Exercise prompt: Every line of the data must be set down exactly as shown.

Listed records:
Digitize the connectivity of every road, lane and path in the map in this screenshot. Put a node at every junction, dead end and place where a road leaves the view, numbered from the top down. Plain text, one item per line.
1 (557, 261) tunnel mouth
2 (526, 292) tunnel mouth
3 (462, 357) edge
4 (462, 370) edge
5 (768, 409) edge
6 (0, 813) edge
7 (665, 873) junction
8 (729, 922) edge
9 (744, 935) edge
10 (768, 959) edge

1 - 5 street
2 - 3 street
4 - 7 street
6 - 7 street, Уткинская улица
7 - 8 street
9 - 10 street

Task solution:
Digitize the connectivity of every road, lane and path in the map in this screenshot. Put a node at every junction, dead end and place where a road leaves the view, numbered from the top down. Plain text, one item per line.
1 (557, 261) tunnel mouth
2 (526, 292) tunnel mouth
3 (462, 357) edge
4 (462, 370) edge
5 (768, 409) edge
6 (0, 813) edge
7 (665, 873) junction
8 (729, 922) edge
9 (744, 935) edge
10 (768, 959) edge

1 - 5 street
2 - 3 street
4 - 7 street
6 - 7 street, Уткинская улица
7 - 8 street
9 - 10 street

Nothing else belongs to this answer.